The Rescue Of The Canary Bird

: Daddy's Bedtime Bird Stories

"I am going to tell you a really true story," said daddy, "something

which happened to-day. I was walking along a rather poor part of the

city when I saw a number of children gathered in a group in a little

side yard of a tenement house. The children were screaming to one boy:

'Oh, catch him! Don't let the awful cat get him!'"



"Oh, was it a bird?" asked Jack eagerly.



"Yes," replied daddy; "i
was a bird, but not just the usual kind of

bird that is seen around city streets, for only the sparrows like the

noise of a city. Most birds like the woods and the country, where they

can have homes in the trees and can sing all day long.

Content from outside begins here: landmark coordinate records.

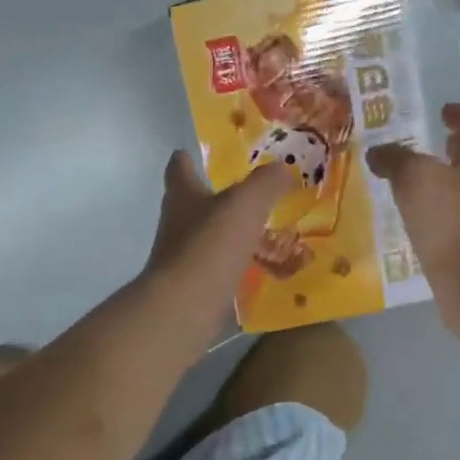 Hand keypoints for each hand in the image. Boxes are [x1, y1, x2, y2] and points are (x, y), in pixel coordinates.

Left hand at [144, 151, 288, 312]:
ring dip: (228, 233)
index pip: (179, 167)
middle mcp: (176, 222)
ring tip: (262, 231)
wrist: (186, 305)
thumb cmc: (211, 244)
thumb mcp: (247, 203)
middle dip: (215, 197)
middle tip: (248, 193)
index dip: (188, 159)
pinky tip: (259, 267)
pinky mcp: (192, 285)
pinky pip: (217, 268)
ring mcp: (182, 256)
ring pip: (206, 236)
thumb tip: (283, 168)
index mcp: (182, 194)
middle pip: (192, 202)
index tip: (198, 155)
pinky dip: (234, 265)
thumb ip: (267, 182)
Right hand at [366, 103, 459, 317]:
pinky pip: (456, 218)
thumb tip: (378, 152)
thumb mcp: (414, 178)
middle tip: (435, 143)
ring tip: (417, 183)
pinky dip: (440, 212)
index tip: (446, 109)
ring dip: (445, 182)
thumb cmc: (448, 219)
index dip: (458, 116)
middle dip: (454, 150)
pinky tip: (420, 219)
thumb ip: (395, 160) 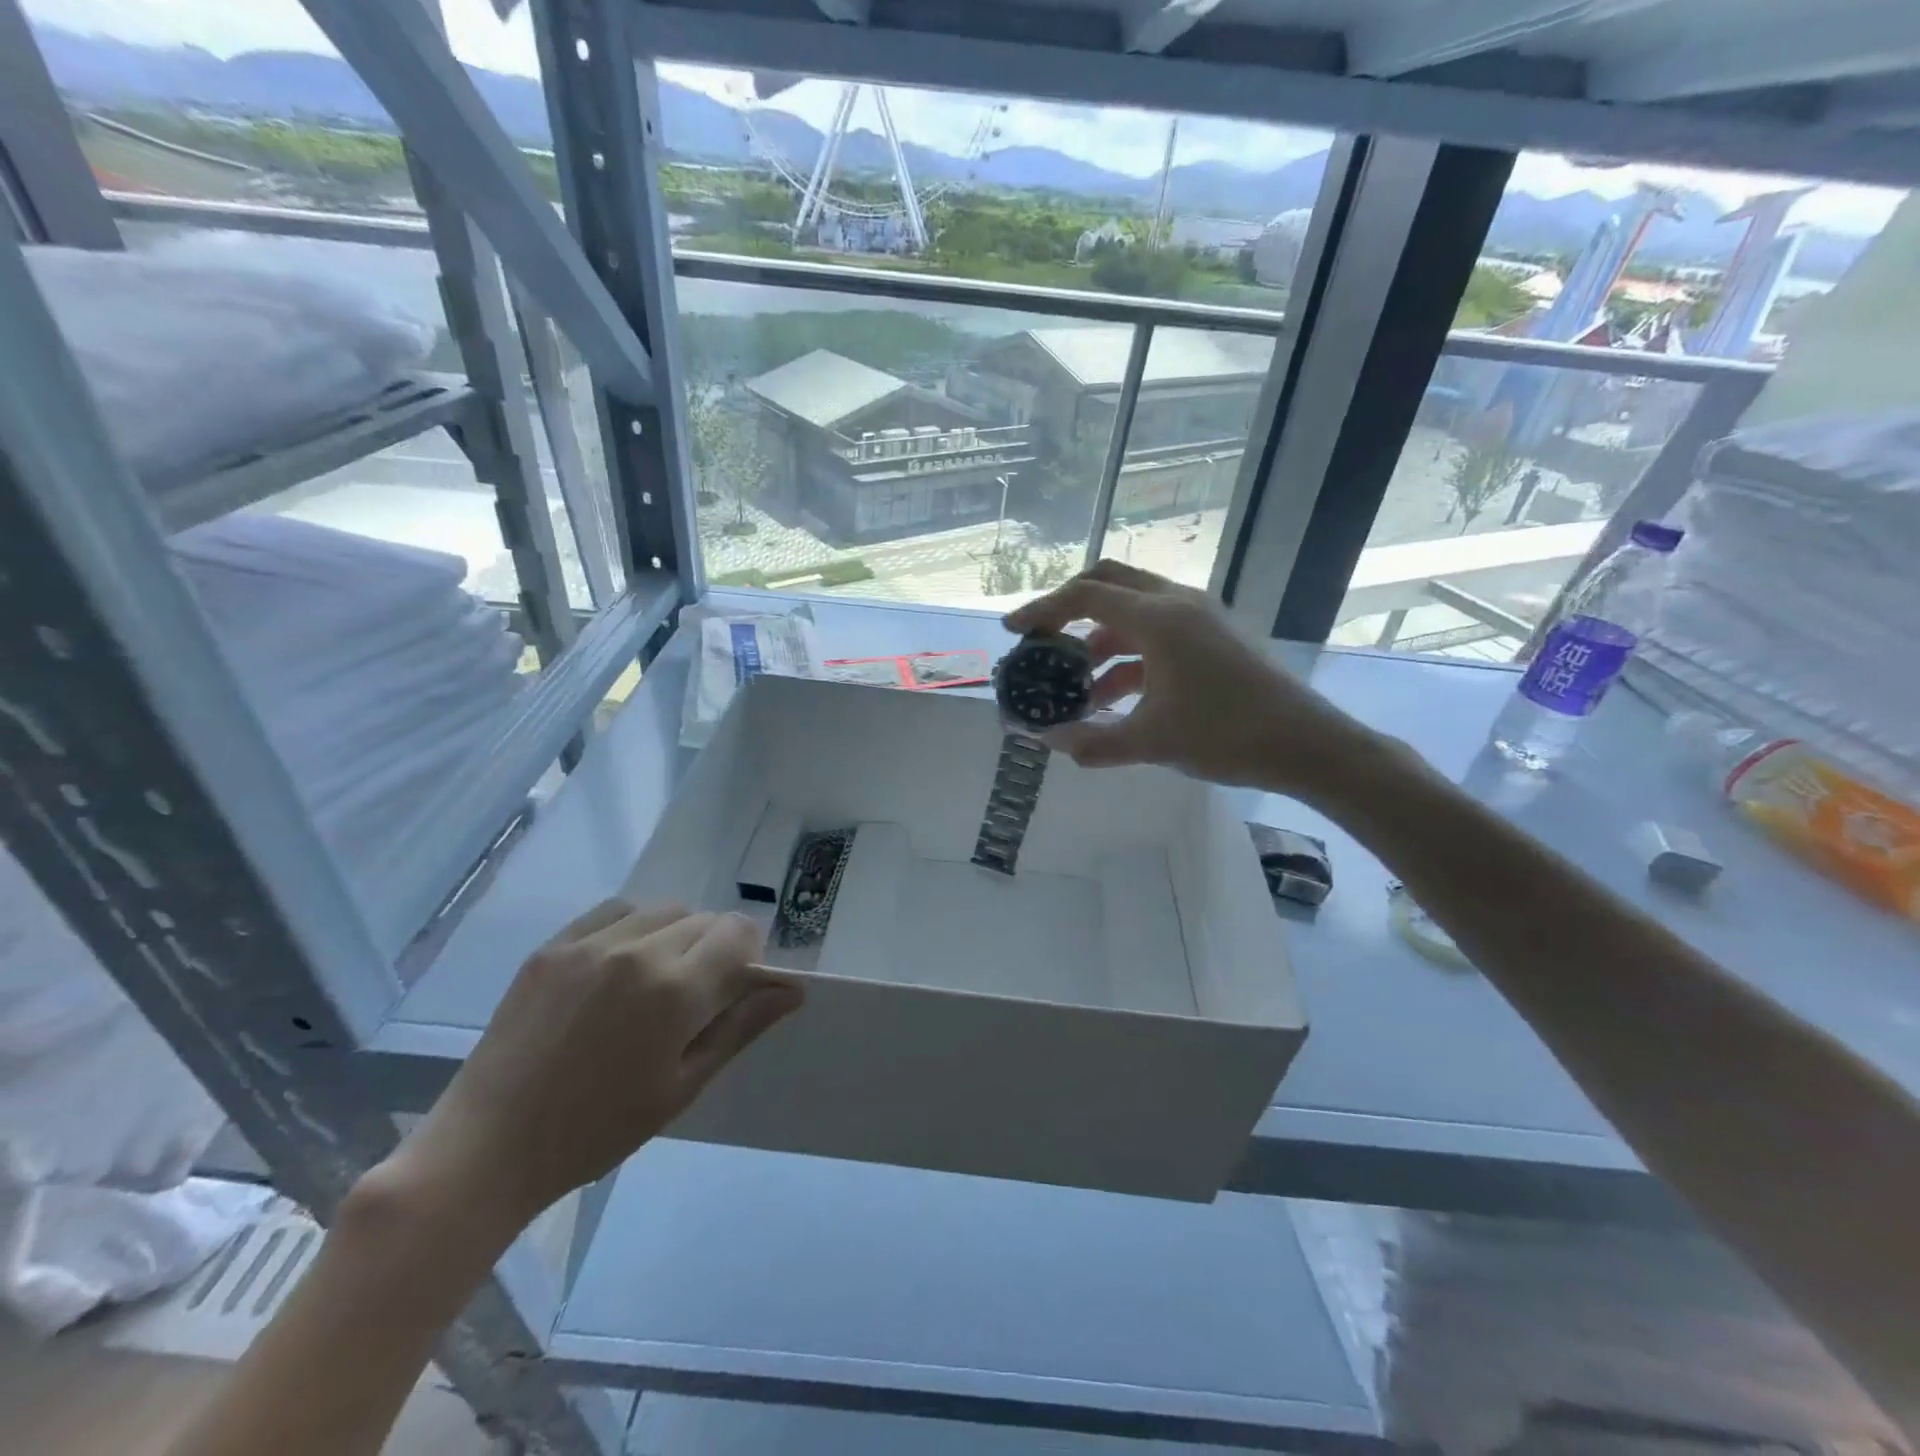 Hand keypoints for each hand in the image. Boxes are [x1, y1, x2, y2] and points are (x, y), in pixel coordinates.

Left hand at [380, 902, 802, 1234]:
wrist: (489, 1147)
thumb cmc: (598, 1129)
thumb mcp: (683, 1086)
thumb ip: (741, 1027)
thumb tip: (793, 990)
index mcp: (677, 990)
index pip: (739, 934)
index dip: (749, 956)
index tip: (735, 990)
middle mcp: (640, 950)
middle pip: (705, 921)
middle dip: (715, 950)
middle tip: (693, 999)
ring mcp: (592, 942)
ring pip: (665, 910)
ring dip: (678, 935)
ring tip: (655, 982)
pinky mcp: (556, 944)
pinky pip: (617, 910)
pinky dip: (635, 926)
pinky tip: (622, 964)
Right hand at [1004, 561, 1375, 798]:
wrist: (1306, 744)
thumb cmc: (1226, 736)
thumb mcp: (1149, 742)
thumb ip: (1090, 741)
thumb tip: (1044, 741)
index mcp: (1159, 618)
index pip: (1086, 595)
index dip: (1043, 610)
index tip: (1013, 632)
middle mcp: (1179, 603)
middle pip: (1110, 583)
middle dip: (1070, 609)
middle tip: (1043, 641)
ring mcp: (1201, 616)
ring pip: (1134, 611)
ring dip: (1100, 641)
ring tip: (1077, 688)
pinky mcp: (1215, 635)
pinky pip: (1158, 632)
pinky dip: (1129, 655)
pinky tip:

"But this was a tame yellow canary who had flown out of an open window

to pick up some goodies he saw on the ground, and a cat was after him."



"Did they get him from the cat?" asked Evelyn eagerly, for she was

devoted to animals and perhaps especially to birds.



"Yes," answered daddy; "the little boy succeeded in rescuing him, but

the poor canary had been so frightened that his little heart was

beating, oh, so fast, and the children were afraid he was not going to

live.



"They all followed the little boy who had caught the canary just in

time into the tenement house. The cat had knocked several feathers

from the bird's tail.



"Another child told me the canary belonged to a little girl who lived in

the tenement. He asked me to follow, too, for he said that the little

girl had trouble with her back and had to lie flat all the time. She

loved visitors, for so much of the time she was lonely. Her mother was

poor and out all day sewing, so the little girl's only companion was the

canary, who would sing for hours and hours. He seemed to know he must

keep her cheered up.



"So along I went too. We climbed some stairs until we came to a dingy

room where on a cot by the window lay a little girl about eight years

old. She had big dark eyes, and when I saw her her cheeks were bright

red from all the excitement.



"All her friends had gathered around, each giving her a special

description of how the bird had been rescued. She was smiling with joy

and watching the bird, who was now busily engaged nibbling at a little

piece of apple which had been given him. Before long he began to sing,

oh, so joyously, for he knew he was once more back in his happy home,

where he would take good care to stay in the future.



"I told the little girl of my Jack and Evelyn, and she said she wanted

to see you both. Shall we all go to see her and her little bird some

day?"



"We'd love to!" cried Jack and Evelyn delightedly.